> **PROBLEM DESCRIPTION**
Every line in the material below that includes "edges" should be copied.
# # #
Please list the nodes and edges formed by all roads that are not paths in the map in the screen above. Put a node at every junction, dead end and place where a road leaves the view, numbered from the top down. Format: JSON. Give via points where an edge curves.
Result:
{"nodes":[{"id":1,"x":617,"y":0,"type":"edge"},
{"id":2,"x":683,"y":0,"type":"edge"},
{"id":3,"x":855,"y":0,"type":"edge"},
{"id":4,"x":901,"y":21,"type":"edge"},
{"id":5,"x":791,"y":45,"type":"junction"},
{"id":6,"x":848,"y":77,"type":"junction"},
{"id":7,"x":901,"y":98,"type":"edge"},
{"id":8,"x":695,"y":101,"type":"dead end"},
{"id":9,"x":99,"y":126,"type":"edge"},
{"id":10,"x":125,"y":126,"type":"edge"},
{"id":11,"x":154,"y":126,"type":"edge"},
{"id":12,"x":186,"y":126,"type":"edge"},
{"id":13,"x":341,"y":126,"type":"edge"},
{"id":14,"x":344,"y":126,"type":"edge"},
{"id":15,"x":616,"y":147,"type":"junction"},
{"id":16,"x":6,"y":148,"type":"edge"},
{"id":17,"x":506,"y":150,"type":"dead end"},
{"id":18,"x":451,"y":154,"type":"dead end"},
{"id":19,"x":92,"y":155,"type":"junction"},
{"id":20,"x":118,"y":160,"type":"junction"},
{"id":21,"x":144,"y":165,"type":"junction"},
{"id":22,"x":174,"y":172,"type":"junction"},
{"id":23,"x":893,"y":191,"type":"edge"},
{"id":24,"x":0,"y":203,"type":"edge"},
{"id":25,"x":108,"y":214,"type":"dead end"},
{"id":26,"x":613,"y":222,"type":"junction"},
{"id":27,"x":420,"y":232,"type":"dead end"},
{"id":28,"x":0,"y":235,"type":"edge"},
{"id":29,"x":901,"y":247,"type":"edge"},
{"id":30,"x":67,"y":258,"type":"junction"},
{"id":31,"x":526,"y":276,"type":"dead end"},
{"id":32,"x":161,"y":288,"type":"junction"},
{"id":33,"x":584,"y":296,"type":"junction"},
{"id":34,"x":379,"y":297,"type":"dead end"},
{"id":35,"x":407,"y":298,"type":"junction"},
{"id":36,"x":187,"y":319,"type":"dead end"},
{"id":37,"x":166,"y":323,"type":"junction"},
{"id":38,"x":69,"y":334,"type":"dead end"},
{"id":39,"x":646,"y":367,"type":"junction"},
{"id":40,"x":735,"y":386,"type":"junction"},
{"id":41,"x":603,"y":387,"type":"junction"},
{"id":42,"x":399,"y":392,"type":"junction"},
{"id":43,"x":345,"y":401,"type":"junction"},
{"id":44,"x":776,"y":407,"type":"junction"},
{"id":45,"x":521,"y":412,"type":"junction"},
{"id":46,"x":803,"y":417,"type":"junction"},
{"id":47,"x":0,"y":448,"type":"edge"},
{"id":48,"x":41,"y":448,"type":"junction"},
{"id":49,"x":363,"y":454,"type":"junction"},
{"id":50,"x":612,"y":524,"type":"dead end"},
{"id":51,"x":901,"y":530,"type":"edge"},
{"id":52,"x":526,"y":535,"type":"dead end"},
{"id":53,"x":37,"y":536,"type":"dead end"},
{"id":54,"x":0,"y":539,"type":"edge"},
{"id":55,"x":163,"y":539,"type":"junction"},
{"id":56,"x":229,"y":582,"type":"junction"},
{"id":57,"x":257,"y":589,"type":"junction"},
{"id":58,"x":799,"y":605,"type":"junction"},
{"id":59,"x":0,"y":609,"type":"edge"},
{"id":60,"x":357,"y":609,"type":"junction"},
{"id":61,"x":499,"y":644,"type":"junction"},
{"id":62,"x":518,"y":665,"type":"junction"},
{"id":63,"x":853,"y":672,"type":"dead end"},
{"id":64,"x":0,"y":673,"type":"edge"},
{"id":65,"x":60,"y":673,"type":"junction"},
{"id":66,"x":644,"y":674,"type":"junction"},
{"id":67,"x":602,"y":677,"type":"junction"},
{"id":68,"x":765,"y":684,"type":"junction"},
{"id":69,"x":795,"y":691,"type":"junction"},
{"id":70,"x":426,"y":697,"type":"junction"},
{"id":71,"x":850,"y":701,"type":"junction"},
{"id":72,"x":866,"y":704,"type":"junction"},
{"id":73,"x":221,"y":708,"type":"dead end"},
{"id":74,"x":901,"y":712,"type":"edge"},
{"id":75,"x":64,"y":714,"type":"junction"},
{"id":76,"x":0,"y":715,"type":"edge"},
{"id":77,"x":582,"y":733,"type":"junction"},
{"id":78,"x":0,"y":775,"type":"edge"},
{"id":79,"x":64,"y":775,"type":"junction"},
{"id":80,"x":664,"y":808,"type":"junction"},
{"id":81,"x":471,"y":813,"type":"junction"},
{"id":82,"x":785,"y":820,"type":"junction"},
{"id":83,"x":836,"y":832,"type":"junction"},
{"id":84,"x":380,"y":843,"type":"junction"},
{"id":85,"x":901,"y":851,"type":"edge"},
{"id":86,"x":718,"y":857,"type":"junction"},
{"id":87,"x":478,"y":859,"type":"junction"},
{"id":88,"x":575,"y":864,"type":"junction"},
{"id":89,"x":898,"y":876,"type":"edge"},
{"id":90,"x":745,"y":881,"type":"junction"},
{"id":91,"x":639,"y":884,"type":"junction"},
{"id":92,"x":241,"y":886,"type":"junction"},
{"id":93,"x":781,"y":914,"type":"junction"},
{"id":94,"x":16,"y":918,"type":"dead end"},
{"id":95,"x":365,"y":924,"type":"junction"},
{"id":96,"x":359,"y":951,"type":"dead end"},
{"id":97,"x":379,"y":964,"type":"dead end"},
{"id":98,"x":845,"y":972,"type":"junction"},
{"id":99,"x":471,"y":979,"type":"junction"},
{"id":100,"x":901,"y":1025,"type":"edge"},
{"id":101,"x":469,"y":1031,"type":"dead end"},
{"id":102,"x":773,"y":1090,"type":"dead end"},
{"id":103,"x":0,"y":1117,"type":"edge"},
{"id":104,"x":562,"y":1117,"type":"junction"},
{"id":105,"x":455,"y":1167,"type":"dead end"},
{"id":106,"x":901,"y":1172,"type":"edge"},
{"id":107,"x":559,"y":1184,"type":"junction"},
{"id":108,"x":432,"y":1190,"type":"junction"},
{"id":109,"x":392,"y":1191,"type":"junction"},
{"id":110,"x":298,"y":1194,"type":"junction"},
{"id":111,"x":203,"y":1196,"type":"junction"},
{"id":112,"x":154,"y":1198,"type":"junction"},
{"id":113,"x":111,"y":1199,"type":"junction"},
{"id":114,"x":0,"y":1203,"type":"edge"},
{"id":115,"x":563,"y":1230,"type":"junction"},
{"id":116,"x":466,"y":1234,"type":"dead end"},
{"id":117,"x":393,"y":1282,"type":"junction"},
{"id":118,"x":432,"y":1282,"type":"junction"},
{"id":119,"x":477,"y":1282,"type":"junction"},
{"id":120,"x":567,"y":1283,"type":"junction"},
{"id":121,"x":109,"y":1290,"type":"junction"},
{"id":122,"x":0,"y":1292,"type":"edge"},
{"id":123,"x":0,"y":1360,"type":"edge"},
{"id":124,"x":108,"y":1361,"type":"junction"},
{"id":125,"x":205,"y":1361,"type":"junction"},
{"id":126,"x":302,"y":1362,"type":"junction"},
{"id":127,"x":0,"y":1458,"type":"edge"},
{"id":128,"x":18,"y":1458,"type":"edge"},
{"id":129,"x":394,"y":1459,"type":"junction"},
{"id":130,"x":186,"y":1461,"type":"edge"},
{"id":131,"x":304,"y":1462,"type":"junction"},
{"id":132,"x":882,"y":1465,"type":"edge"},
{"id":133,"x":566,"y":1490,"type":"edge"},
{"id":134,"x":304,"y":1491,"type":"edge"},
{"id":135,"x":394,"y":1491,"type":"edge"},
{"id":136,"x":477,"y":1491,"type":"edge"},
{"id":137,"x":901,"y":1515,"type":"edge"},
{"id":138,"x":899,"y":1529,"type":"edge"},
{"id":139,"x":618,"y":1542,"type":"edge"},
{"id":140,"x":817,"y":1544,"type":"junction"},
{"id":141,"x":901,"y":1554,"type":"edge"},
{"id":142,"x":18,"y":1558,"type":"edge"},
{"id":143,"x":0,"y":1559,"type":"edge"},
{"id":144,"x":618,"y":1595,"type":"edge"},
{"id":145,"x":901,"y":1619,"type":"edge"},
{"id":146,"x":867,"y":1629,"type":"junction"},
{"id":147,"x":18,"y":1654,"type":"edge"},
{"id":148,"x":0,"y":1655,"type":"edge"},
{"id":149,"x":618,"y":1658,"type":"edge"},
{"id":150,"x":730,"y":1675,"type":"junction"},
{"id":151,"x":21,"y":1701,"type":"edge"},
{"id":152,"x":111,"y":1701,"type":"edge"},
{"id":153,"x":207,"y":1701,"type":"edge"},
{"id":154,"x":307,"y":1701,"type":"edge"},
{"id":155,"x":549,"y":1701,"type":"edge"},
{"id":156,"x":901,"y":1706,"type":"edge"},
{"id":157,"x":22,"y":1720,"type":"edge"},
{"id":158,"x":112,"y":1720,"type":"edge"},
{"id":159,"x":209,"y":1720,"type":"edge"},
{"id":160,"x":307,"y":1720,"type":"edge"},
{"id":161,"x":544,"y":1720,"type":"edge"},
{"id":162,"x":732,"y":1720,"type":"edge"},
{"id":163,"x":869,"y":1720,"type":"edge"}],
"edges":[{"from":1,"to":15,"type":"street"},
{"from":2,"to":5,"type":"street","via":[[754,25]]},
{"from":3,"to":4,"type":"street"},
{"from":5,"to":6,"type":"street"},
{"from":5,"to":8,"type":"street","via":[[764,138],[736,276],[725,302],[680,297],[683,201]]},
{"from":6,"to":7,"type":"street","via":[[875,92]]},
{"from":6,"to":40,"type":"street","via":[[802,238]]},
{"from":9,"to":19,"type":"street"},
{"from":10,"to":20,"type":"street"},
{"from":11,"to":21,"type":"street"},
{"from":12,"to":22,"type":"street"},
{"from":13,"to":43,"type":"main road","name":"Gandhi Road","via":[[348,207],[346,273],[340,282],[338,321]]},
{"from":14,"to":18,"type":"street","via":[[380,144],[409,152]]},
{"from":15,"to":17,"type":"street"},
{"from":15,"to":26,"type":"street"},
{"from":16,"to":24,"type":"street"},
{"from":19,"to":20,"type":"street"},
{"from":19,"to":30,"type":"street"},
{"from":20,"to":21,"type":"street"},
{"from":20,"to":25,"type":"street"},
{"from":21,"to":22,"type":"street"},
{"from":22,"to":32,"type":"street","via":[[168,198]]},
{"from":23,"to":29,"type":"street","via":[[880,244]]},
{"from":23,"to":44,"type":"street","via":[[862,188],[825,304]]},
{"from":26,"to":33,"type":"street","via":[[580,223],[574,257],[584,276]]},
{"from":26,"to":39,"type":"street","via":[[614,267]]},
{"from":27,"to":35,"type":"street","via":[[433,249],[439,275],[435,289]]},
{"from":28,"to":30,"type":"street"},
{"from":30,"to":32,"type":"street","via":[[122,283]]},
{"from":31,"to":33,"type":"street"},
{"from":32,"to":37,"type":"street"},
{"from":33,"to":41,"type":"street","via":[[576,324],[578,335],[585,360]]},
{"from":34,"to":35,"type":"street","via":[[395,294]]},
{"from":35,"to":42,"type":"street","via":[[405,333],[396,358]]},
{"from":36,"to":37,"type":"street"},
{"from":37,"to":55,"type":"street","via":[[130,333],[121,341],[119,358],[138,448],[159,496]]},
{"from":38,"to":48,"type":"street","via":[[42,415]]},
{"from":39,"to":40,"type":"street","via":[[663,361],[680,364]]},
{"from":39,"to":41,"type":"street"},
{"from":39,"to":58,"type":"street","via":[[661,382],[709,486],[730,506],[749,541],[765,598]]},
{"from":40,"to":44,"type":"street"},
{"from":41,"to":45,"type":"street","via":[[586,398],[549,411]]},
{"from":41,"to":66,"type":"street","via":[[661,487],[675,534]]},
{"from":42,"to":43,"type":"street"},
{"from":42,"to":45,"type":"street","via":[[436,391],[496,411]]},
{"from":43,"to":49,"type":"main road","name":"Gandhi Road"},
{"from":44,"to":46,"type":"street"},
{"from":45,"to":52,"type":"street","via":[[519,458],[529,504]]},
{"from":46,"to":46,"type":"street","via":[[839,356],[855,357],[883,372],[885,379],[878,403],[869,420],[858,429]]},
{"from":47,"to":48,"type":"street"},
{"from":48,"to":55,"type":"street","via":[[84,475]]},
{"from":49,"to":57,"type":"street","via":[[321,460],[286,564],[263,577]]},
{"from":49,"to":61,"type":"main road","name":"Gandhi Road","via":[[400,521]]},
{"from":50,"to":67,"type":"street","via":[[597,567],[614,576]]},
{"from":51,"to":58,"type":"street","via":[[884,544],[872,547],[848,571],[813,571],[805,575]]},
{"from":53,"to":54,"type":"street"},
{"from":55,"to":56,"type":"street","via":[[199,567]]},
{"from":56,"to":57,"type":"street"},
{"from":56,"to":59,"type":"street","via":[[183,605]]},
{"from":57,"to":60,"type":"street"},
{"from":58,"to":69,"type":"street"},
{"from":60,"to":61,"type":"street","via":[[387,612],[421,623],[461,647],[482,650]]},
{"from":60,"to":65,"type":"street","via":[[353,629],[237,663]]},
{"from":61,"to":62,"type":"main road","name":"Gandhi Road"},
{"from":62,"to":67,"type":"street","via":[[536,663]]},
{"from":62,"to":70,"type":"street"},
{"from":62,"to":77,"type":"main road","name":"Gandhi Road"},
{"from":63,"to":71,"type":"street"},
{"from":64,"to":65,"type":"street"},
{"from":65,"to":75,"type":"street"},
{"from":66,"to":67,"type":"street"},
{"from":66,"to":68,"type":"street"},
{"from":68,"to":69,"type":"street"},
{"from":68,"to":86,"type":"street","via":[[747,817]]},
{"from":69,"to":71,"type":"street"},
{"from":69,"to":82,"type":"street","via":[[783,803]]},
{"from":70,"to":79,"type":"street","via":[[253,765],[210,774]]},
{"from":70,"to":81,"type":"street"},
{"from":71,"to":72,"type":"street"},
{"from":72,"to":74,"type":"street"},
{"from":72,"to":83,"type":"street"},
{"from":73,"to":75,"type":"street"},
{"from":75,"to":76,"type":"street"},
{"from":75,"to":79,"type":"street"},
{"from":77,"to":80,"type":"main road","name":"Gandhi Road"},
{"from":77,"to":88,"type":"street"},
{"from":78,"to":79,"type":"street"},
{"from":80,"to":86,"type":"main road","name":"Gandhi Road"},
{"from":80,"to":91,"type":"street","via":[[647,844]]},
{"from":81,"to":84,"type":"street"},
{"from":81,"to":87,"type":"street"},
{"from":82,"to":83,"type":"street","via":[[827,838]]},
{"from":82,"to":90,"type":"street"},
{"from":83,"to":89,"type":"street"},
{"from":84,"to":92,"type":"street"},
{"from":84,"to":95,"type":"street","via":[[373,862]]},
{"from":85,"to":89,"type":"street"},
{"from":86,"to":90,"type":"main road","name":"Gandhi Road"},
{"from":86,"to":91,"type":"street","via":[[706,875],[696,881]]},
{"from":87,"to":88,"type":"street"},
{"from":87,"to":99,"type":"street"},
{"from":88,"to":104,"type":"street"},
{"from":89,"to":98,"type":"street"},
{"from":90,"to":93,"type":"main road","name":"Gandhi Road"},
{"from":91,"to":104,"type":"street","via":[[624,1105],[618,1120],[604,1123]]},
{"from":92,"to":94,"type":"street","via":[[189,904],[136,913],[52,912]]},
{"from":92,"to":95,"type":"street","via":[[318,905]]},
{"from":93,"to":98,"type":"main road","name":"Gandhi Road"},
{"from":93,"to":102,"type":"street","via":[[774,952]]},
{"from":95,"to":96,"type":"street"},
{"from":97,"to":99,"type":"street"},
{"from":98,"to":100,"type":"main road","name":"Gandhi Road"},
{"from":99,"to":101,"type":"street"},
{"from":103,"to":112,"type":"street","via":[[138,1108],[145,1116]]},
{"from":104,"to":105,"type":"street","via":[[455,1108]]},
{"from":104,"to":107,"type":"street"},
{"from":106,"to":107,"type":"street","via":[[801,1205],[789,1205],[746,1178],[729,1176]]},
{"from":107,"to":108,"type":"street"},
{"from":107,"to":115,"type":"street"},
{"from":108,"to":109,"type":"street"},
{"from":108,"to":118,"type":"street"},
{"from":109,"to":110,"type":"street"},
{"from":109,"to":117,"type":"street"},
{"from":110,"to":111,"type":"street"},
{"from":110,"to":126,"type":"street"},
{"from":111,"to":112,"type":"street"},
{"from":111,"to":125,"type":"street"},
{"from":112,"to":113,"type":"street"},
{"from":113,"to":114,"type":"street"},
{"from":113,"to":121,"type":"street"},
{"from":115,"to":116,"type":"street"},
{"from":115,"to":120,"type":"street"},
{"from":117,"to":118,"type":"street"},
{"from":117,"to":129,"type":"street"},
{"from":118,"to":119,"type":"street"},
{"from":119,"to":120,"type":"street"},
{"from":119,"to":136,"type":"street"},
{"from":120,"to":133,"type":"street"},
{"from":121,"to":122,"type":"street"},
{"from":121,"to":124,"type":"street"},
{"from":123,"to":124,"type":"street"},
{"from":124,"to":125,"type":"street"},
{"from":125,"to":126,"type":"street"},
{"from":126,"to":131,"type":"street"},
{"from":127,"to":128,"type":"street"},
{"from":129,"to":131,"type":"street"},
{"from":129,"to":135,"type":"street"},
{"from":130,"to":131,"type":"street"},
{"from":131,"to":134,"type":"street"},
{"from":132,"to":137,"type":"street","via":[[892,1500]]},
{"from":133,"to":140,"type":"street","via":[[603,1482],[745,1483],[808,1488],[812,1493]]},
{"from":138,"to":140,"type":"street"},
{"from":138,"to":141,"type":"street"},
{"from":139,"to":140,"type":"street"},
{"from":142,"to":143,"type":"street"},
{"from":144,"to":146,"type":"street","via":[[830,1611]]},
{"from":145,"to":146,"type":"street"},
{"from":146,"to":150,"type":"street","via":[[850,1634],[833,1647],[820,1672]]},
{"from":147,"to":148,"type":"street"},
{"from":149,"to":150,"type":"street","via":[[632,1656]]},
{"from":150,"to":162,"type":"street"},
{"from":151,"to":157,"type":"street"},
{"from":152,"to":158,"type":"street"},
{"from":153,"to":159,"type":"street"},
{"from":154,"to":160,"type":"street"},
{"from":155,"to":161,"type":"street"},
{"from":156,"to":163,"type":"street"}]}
# # #
> **SOLVED PROBLEM**
Please list the nodes and edges formed by all roads that are not paths in the map in the screen above. Put a node at every junction, dead end and place where a road leaves the view, numbered from the top down. Format: JSON. Give via points where an edge curves.
"edges":[{"from":1,"to":15,"type":"street"},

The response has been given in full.